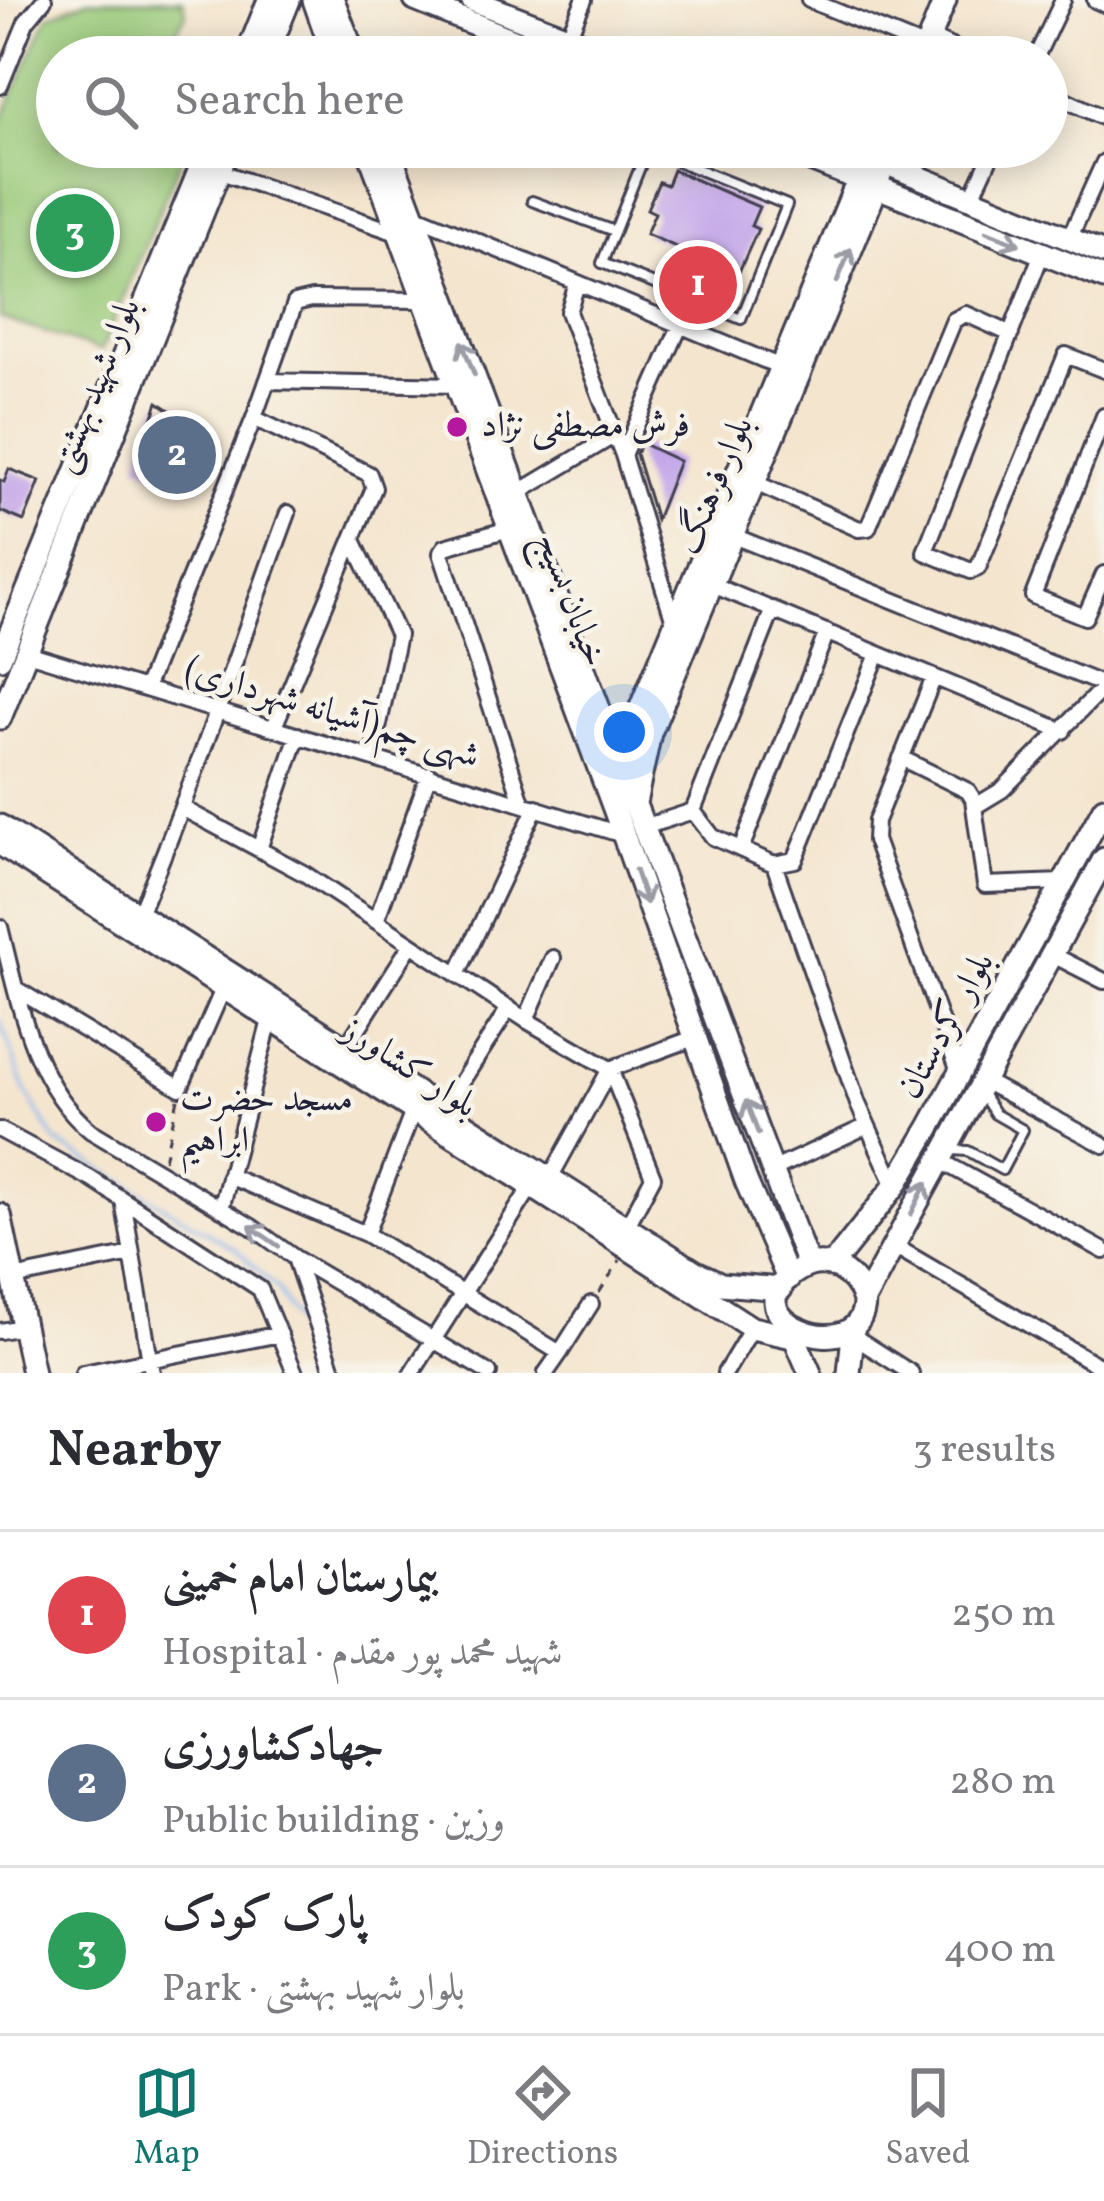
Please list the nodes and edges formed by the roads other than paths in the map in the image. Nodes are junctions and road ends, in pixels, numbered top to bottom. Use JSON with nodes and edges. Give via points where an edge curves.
{"nodes":[{"id":1,"x":44,"y":0,"type":"edge"},
{"id":2,"x":314,"y":0,"type":"edge"},
{"id":3,"x":333,"y":0,"type":"edge"},
{"id":4,"x":415,"y":0,"type":"edge"},
{"id":5,"x":474,"y":0,"type":"edge"},
{"id":6,"x":584,"y":0,"type":"edge"},
{"id":7,"x":809,"y":0,"type":"edge"},
{"id":8,"x":945,"y":0,"type":"edge"},
{"id":9,"x":1063,"y":0,"type":"edge"},
{"id":10,"x":1094,"y":0,"type":"edge"},
{"id":11,"x":273,"y":1,"type":"edge"},
{"id":12,"x":1104,"y":4,"type":"edge"},
{"id":13,"x":256,"y":36,"type":"edge"},
{"id":14,"x":269,"y":36,"type":"edge"},
{"id":15,"x":327,"y":36,"type":"edge"},
{"id":16,"x":347,"y":36,"type":"edge"},
{"id":17,"x":503,"y":36,"type":"edge"},
{"id":18,"x":565,"y":36,"type":"edge"},
{"id":19,"x":568,"y":36,"type":"edge"},
{"id":20,"x":899,"y":36,"type":"edge"},
{"id":21,"x":930,"y":36,"type":"edge"},
{"id":22,"x":1046,"y":36,"type":"edge"},
{"id":23,"x":0,"y":86,"type":"edge"},
{"id":24,"x":1068,"y":101,"type":"edge"},
{"id":25,"x":1104,"y":118,"type":"edge"},
{"id":26,"x":1104,"y":162,"type":"edge"},
{"id":27,"x":201,"y":168,"type":"edge"},
{"id":28,"x":219,"y":168,"type":"edge"},
{"id":29,"x":380,"y":168,"type":"edge"},
{"id":30,"x":640,"y":168,"type":"edge"},
{"id":31,"x":697,"y":168,"type":"edge"},
{"id":32,"x":822,"y":168,"type":"edge"},
{"id":33,"x":875,"y":168,"type":"edge"},
{"id":34,"x":910,"y":168,"type":"edge"},
{"id":35,"x":985,"y":168,"type":"edge"},
{"id":36,"x":218,"y":171,"type":"junction"},
{"id":37,"x":865,"y":189,"type":"junction"},
{"id":38,"x":971,"y":199,"type":"junction"},
{"id":39,"x":532,"y":201,"type":"dead end"},
{"id":40,"x":407,"y":224,"type":"junction"},
{"id":41,"x":614,"y":231,"type":"junction"},
{"id":42,"x":1069,"y":239,"type":"junction"},
{"id":43,"x":1042,"y":253,"type":"junction"},
{"id":44,"x":1104,"y":253,"type":"edge"},
{"id":45,"x":1104,"y":278,"type":"edge"},
{"id":46,"x":577,"y":284,"type":"junction"},
{"id":47,"x":424,"y":300,"type":"junction"},
{"id":48,"x":680,"y":326,"type":"junction"},
{"id":49,"x":1011,"y":334,"type":"junction"},
{"id":50,"x":136,"y":351,"type":"junction"},
{"id":51,"x":782,"y":367,"type":"junction"},
{"id":52,"x":1104,"y":370,"type":"edge"},
{"id":53,"x":267,"y":381,"type":"junction"},
{"id":54,"x":457,"y":386,"type":"junction"},
{"id":55,"x":1104,"y":416,"type":"edge"},
{"id":56,"x":254,"y":418,"type":"junction"},
{"id":57,"x":615,"y":435,"type":"junction"},
{"id":58,"x":623,"y":455,"type":"junction"},
{"id":59,"x":753,"y":482,"type":"junction"},
{"id":60,"x":518,"y":493,"type":"junction"},
{"id":61,"x":288,"y":513,"type":"dead end"},
{"id":62,"x":508,"y":529,"type":"junction"},
{"id":63,"x":731,"y":535,"type":"junction"},
{"id":64,"x":352,"y":540,"type":"junction"},
{"id":65,"x":1104,"y":574,"type":"edge"},
{"id":66,"x":703,"y":581,"type":"junction"},
{"id":67,"x":773,"y":609,"type":"junction"},
{"id":68,"x":676,"y":626,"type":"junction"},
{"id":69,"x":827,"y":632,"type":"junction"},
{"id":70,"x":878,"y":654,"type":"junction"},
{"id":71,"x":9,"y":655,"type":"edge"},
{"id":72,"x":934,"y":677,"type":"junction"},
{"id":73,"x":1104,"y":686,"type":"edge"},
{"id":74,"x":145,"y":688,"type":"junction"},
{"id":75,"x":214,"y":710,"type":"junction"},
{"id":76,"x":600,"y":711,"type":"junction"},
{"id":77,"x":0,"y":718,"type":"edge"},
{"id":78,"x":640,"y":726,"type":"junction"},
{"id":79,"x":274,"y":728,"type":"junction"},
{"id":80,"x":1063,"y":731,"type":"junction"},
{"id":81,"x":298,"y":735,"type":"junction"},
{"id":82,"x":372,"y":757,"type":"junction"},
{"id":83,"x":901,"y":758,"type":"junction"},
{"id":84,"x":429,"y":774,"type":"junction"},
{"id":85,"x":612,"y":775,"type":"junction"},
{"id":86,"x":529,"y":804,"type":"junction"},
{"id":87,"x":635,"y":804,"type":"junction"},
{"id":88,"x":974,"y":807,"type":"junction"},
{"id":89,"x":1104,"y":808,"type":"edge"},
{"id":90,"x":184,"y":809,"type":"junction"},
{"id":91,"x":693,"y":811,"type":"junction"},
{"id":92,"x":0,"y":826,"type":"edge"},
{"id":93,"x":633,"y":831,"type":"junction"},
{"id":94,"x":0,"y":844,"type":"edge"},
{"id":95,"x":259,"y":849,"type":"junction"},
{"id":96,"x":740,"y":849,"type":"junction"},
{"id":97,"x":1104,"y":859,"type":"edge"},
{"id":98,"x":774,"y":864,"type":"junction"},
{"id":99,"x":1063,"y":882,"type":"junction"},
{"id":100,"x":1097,"y":888,"type":"edge"},
{"id":101,"x":138,"y":916,"type":"junction"},
{"id":102,"x":677,"y":918,"type":"junction"},
{"id":103,"x":376,"y":922,"type":"junction"},
{"id":104,"x":655,"y":926,"type":"junction"},
{"id":105,"x":0,"y":927,"type":"edge"},
{"id":106,"x":410,"y":946,"type":"junction"},
{"id":107,"x":1051,"y":954,"type":"junction"},
{"id":108,"x":553,"y":958,"type":"dead end"},
{"id":109,"x":457,"y":974,"type":"junction"},
{"id":110,"x":1104,"y":981,"type":"edge"},
{"id":111,"x":16,"y":989,"type":"junction"},
{"id":112,"x":223,"y":989,"type":"junction"},
{"id":113,"x":509,"y":1008,"type":"junction"},
{"id":114,"x":270,"y":1020,"type":"junction"},
{"id":115,"x":526,"y":1020,"type":"junction"},
{"id":116,"x":694,"y":1038,"type":"junction"},
{"id":117,"x":346,"y":1047,"type":"junction"},
{"id":118,"x":610,"y":1069,"type":"junction"},
{"id":119,"x":959,"y":1072,"type":"junction"},
{"id":120,"x":980,"y":1083,"type":"junction"},
{"id":121,"x":444,"y":1109,"type":"junction"},
{"id":122,"x":413,"y":1111,"type":"junction"},
{"id":123,"x":867,"y":1126,"type":"junction"},
{"id":124,"x":0,"y":1130,"type":"edge"},
{"id":125,"x":1104,"y":1145,"type":"edge"},
{"id":126,"x":941,"y":1155,"type":"junction"},
{"id":127,"x":772,"y":1169,"type":"junction"},
{"id":128,"x":230,"y":1177,"type":"junction"},
{"id":129,"x":541,"y":1182,"type":"junction"},
{"id":130,"x":895,"y":1186,"type":"junction"},
{"id":131,"x":123,"y":1200,"type":"junction"},
{"id":132,"x":221,"y":1209,"type":"junction"},
{"id":133,"x":0,"y":1215,"type":"edge"},
{"id":134,"x":366,"y":1234,"type":"junction"},
{"id":135,"x":627,"y":1237,"type":"junction"},
{"id":136,"x":896,"y":1247,"type":"junction"},
{"id":137,"x":1104,"y":1251,"type":"edge"},
{"id":138,"x":132,"y":1254,"type":"junction"},
{"id":139,"x":296,"y":1258,"type":"junction"},
{"id":140,"x":808,"y":1265,"type":"junction"},
{"id":141,"x":832,"y":1265,"type":"junction"},
{"id":142,"x":13,"y":1278,"type":"junction"},
{"id":143,"x":784,"y":1284,"type":"junction"},
{"id":144,"x":464,"y":1293,"type":"junction"},
{"id":145,"x":864,"y":1300,"type":"junction"},
{"id":146,"x":591,"y":1304,"type":"road end"},
{"id":147,"x":23,"y":1327,"type":"junction"},
{"id":148,"x":752,"y":1328,"type":"junction"},
{"id":149,"x":0,"y":1330,"type":"edge"},
{"id":150,"x":280,"y":1334,"type":"junction"},
{"id":151,"x":853,"y":1336,"type":"junction"},
{"id":152,"x":436,"y":1340,"type":"junction"},
{"id":153,"x":792,"y":1340,"type":"junction"},
{"id":154,"x":560,"y":1354,"type":"junction"},
{"id":155,"x":151,"y":1366,"type":"edge"},
{"id":156,"x":1104,"y":1369,"type":"edge"},
{"id":157,"x":33,"y":1373,"type":"edge"},
{"id":158,"x":82,"y":1373,"type":"edge"},
{"id":159,"x":295,"y":1373,"type":"edge"},
{"id":160,"x":334,"y":1373,"type":"edge"},
{"id":161,"x":412,"y":1373,"type":"edge"},
{"id":162,"x":489,"y":1373,"type":"edge"},
{"id":163,"x":546,"y":1373,"type":"edge"},
{"id":164,"x":725,"y":1373,"type":"edge"},
{"id":165,"x":810,"y":1373,"type":"edge"},
{"id":166,"x":849,"y":1373,"type":"edge"},
{"id":167,"x":911,"y":1373,"type":"edge"}],
"edges":[{"from":1,"to":23,"type":"street","via":[[26,22]]},
{"from":2,"to":15,"type":"main road"},
{"from":3,"to":16,"type":"main road"},
{"from":4,"to":17,"type":"main road"},
{"from":5,"to":18,"type":"main road"},
{"from":6,"to":19,"type":"street"},
{"from":7,"to":20,"type":"street"},
{"from":8,"to":21,"type":"main road"},
{"from":9,"to":22,"type":"street"},
{"from":10,"to":12,"type":"street"},
{"from":11,"to":13,"type":"main road"},
{"from":11,"to":14,"type":"main road"},
{"from":24,"to":25,"type":"street"},
{"from":26,"to":42,"type":"street"},
{"from":27,"to":50,"type":"main road","name":"بلوار شهید بهشتی"},
{"from":28,"to":36,"type":"main road","name":"بلوار شهید بهشتی"},
{"from":29,"to":40,"type":"main road","name":"خیابان بسیج"},
{"from":30,"to":41,"type":"lane"},
{"from":31,"to":41,"type":"lane","via":[[788,205],[741,319],[602,263]]},
{"from":32,"to":37,"type":"main road"},
{"from":33,"to":37,"type":"main road"},
{"from":34,"to":38,"type":"main road"},
{"from":35,"to":38,"type":"street"},
{"from":36,"to":40,"type":"street"},
{"from":36,"to":50,"type":"main road","name":"بلوار شهید بهشتی"},
{"from":37,"to":43,"type":"main road","one_way":true},
{"from":37,"to":51,"type":"main road","name":"بلوار فرهنگ"},
{"from":59,"to":37,"type":"main road","name":"بلوار فرهنگ","one_way":true},
{"from":38,"to":42,"type":"main road"},
{"from":39,"to":41,"type":"lane"},
{"from":40,"to":46,"type":"street"},
{"from":40,"to":47,"type":"main road","name":"خیابان بسیج"},
{"from":60,"to":40,"type":"main road","name":"خیابان بسیج","one_way":true},
{"from":42,"to":44,"type":"main road"},
{"from":43,"to":45,"type":"main road"},
{"from":43,"to":49,"type":"street"},
{"from":46,"to":48,"type":"street"},
{"from":46,"to":57,"type":"street","via":[[568,312]]},
{"from":47,"to":53,"type":"street","via":[[295,303]]},
{"from":47,"to":54,"type":"main road","name":"خیابان بسیج"},
{"from":48,"to":51,"type":"street"},
{"from":48,"to":58,"type":"street"},
{"from":49,"to":52,"type":"street","via":[[926,546],[929,556],[975,571],[1066,355]]},
{"from":49,"to":59,"type":"street","via":[[966,314],[954,320],[868,528]]},
{"from":50,"to":71,"type":"main road","name":"بلوار شهید بهشتی"},
{"from":51,"to":66,"type":"main road","name":"بلوار فرهنگ"},
{"from":53,"to":54,"type":"street"},
{"from":53,"to":56,"type":"street"},
{"from":54,"to":62,"type":"main road","name":"خیابان بسیج"},
{"from":55,"to":65,"type":"street","via":[[1033,596],[1085,617]]},
{"from":56,"to":64,"type":"street","via":[[374,480]]},
{"from":56,"to":74,"type":"street"},
{"from":57,"to":58,"type":"street"},
{"from":57,"to":60,"type":"street"},
{"from":58,"to":68,"type":"street"},
{"from":59,"to":63,"type":"main road","name":"بلوار فرهنگ"},
{"from":60,"to":76,"type":"main road","name":"خیابان بسیج"},
{"from":61,"to":75,"type":"street"},
{"from":62,"to":85,"type":"main road","name":"خیابان بسیج"},
{"from":62,"to":86,"type":"street","via":[[441,553]]},
{"from":63,"to":66,"type":"main road","name":"بلوار فرهنگ"},
{"from":63,"to":73,"type":"street"},
{"from":64,"to":79,"type":"street"},
{"from":64,"to":82,"type":"street","via":[[398,635]]},
{"from":66,"to":67,"type":"street"},
{"from":66,"to":68,"type":"main road","name":"بلوار فرهنگ"},
{"from":66,"to":78,"type":"main road","name":"بلوار فرهنگ"},
{"from":67,"to":69,"type":"street"},
{"from":67,"to":91,"type":"street"},
{"from":68,"to":78,"type":"main road","name":"بلوار فرهنگ"},
{"from":69,"to":70,"type":"street"},
{"from":69,"to":96,"type":"street"},
{"from":70,"to":72,"type":"street"},
{"from":70,"to":98,"type":"street","via":[[800,852]]},
{"from":71,"to":74,"type":"street","name":"شهی چم(آشیانه شهرداری)"},
{"from":71,"to":77,"type":"main road","name":"بلوار شهید بهشتی"},
{"from":72,"to":80,"type":"street"},
{"from":72,"to":83,"type":"street"},
{"from":73,"to":80,"type":"street"},
{"from":74,"to":75,"type":"street","name":"شهی چم(آشیانه شهرداری)"},
{"from":75,"to":79,"type":"street","name":"شهی چم(آشیانه شهرداری)"},
{"from":75,"to":90,"type":"street"},
{"from":76,"to":78,"type":"main road"},
{"from":76,"to":85,"type":"main road","name":"خیابان بسیج"},
{"from":78,"to":85,"type":"main road","name":"بلوار فرهنگ"},
{"from":78,"to":87,"type":"main road","name":"بلوار فرهنگ"},
{"from":79,"to":81,"type":"street","name":"شهی چم(آشیانه شهرداری)"},
{"from":80,"to":88,"type":"street"},
{"from":81,"to":82,"type":"street","name":"شهی چم(آشیانه شهرداری)"},
{"from":81,"to":95,"type":"street"},
{"from":82,"to":84,"type":"street","name":"شهی چم(آشیانه شهرداری)"},
{"from":83,"to":88,"type":"street","via":[[962,786]]},
{"from":83,"to":119,"type":"street","via":[[875,840]]},
{"from":84,"to":86,"type":"street","name":"شهی چم(آشیانه شهرداری)"},
{"from":84,"to":103,"type":"street"},
{"from":85,"to":87,"type":"main road","name":"خیابان بسیج"},
{"from":85,"to":93,"type":"main road","name":"خیابان بسیج"},
{"from":86,"to":93,"type":"street","name":"شهی چم(آشیانه شهرداری)"},
{"from":86,"to":109,"type":"street"},
{"from":87,"to":93,"type":"main road","name":"خیابان بسیج"},
{"from":88,"to":99,"type":"street","via":[[985,885]]},
{"from":89,"to":99,"type":"main road","name":"بلوار کردستان"},
{"from":90,"to":95,"type":"street"},
{"from":90,"to":101,"type":"street"},
{"from":91,"to":93,"type":"street"},
{"from":91,"to":96,"type":"street","via":[[713,837]]},
{"from":92,"to":101,"type":"main road","name":"بلوار کشاورز"},
{"from":93,"to":102,"type":"main road","name":"خیابان بسیج"},
{"from":93,"to":104,"type":"main road","name":"خیابان بسیج","one_way":true},
{"from":94,"to":112,"type":"main road","name":"بلوار کشاورز"},
{"from":95,"to":103,"type":"street"},
{"from":96,"to":98,"type":"street"},
{"from":97,"to":100,"type":"main road","name":"بلوار کردستان"},
{"from":98,"to":123,"type":"street"},
{"from":99,"to":119,"type":"main road","name":"بلوار کردستان"},
{"from":100,"to":107,"type":"main road","name":"بلوار کردستان"},
{"from":101,"to":117,"type":"main road","name":"بلوار کشاورز"},
{"from":102,"to":104,"type":"main road"},
{"from":127,"to":102,"type":"main road","name":"خیابان بسیج","one_way":true},
{"from":103,"to":106,"type":"street"},
{"from":104,"to":116,"type":"main road","name":"خیابان بسیج"},
{"from":105,"to":111,"type":"street"},
{"from":106,"to":109,"type":"street"},
{"from":106,"to":117,"type":"street"},
{"from":107,"to":110,"type":"street"},
{"from":107,"to":120,"type":"main road","name":"بلوار کردستان"},
{"from":108,"to":115,"type":"street"},
{"from":109,"to":113,"type":"street"},
{"from":111,"to":112,"type":"street","via":[[181,1088]]},
{"from":111,"to":132,"type":"street","via":[[67,1112]]},
{"from":112,"to":114,"type":"main road","name":"بلوار کشاورز"},
{"from":113,"to":115,"type":"street"},
{"from":113,"to":121,"type":"street"},
{"from":114,"to":122,"type":"main road","name":"بلوار کشاورز"},
{"from":114,"to":128,"type":"street"},
{"from":115,"to":118,"type":"street"},
{"from":116,"to":118,"type":"street"},
{"from":116,"to":143,"type":"main road","name":"خیابان بسیج"},
{"from":117,"to":121,"type":"main road","name":"بلوار کشاورز"},
{"from":118,"to":129,"type":"street"},
{"from":118,"to":135,"type":"street","via":[[653,1177]]},
{"from":119,"to":120,"type":"street"},
{"from":119,"to":130,"type":"main road","name":"بلوار کردستان"},
{"from":120,"to":125,"type":"street"},
{"from":120,"to":126,"type":"main road","name":"بلوار کردستان"},
{"from":120,"to":126,"type":"lane","via":[[995,1114],[1023,1130],[1002,1170],[968,1151]]},
{"from":121,"to":129,"type":"main road","name":"بلوار کشاورز"},
{"from":122,"to":129,"type":"main road","name":"بلوار کشاورز"},
{"from":122,"to":134,"type":"street"},
{"from":123,"to":127,"type":"street"},
{"from":123,"to":130,"type":"street"},
{"from":124,"to":131,"type":"street"},
{"from":136,"to":126,"type":"main road","name":"بلوار کردستان","one_way":true},
{"from":126,"to":137,"type":"street"},
{"from":127,"to":140,"type":"main road","name":"خیابان بسیج"},
{"from":128,"to":132,"type":"street"},
{"from":128,"to":134,"type":"street"},
{"from":129,"to":135,"type":"main road","name":"بلوار کشاورز"},
{"from":129,"to":144,"type":"street"},
{"from":130,"to":141,"type":"main road","name":"بلوار کردستان"},
{"from":131,"to":138,"type":"street"},
{"from":131,"to":150,"type":"street","via":[[260,1289]]},
{"from":139,"to":132,"type":"street","one_way":true},
{"from":133,"to":142,"type":"main road"},
{"from":134,"to":144,"type":"street"},
{"from":135,"to":143,"type":"main road","name":"بلوار کشاورز","via":[[721,1284]]},
{"from":135,"to":148,"type":"main road","name":"بلوار کشاورز"},
{"from":136,"to":145,"type":"main road","name":"بلوار کردستان"},
{"from":136,"to":156,"type":"street"},
{"from":138,"to":142,"type":"street"},
{"from":138,"to":155,"type":"street"},
{"from":139,"to":152,"type":"street"},
{"from":139,"to":160,"type":"street"},
{"from":140,"to":141,"type":"main road"},
{"from":140,"to":143,"type":"main road"},
{"from":141,"to":145,"type":"main road","via":[[853,1278]]},
{"from":142,"to":147,"type":"main road"},
{"from":143,"to":153,"type":"main road","via":[[778,1313]]},
{"from":144,"to":152,"type":"street"},
{"from":144,"to":154,"type":"street"},
{"from":145,"to":151,"type":"main road"},
{"from":146,"to":154,"type":"street"},
{"from":147,"to":149,"type":"street"},
{"from":147,"to":157,"type":"main road"},
{"from":148,"to":153,"type":"main road","name":"بلوار کشاورز"},
{"from":148,"to":164,"type":"street"},
{"from":150,"to":155,"type":"street"},
{"from":150,"to":159,"type":"street"},
{"from":151,"to":153,"type":"main road","via":[[820,1350]]},
{"from":151,"to":166,"type":"main road"},
{"from":151,"to":167,"type":"street"},
{"from":152,"to":161,"type":"street"},
{"from":152,"to":162,"type":"street"},
{"from":153,"to":165,"type":"main road"},
{"from":154,"to":163,"type":"street"},
{"from":155,"to":158,"type":"street"}]}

**TASK TO CARRY OUT**
Could you filter the entries above for lines holding the string "dead" and copy them?

**COMPLETED EXERCISE**
{"id":39,"x":532,"y":201,"type":"dead end"},
{"id":61,"x":288,"y":513,"type":"dead end"},
{"id":108,"x":553,"y":958,"type":"dead end"},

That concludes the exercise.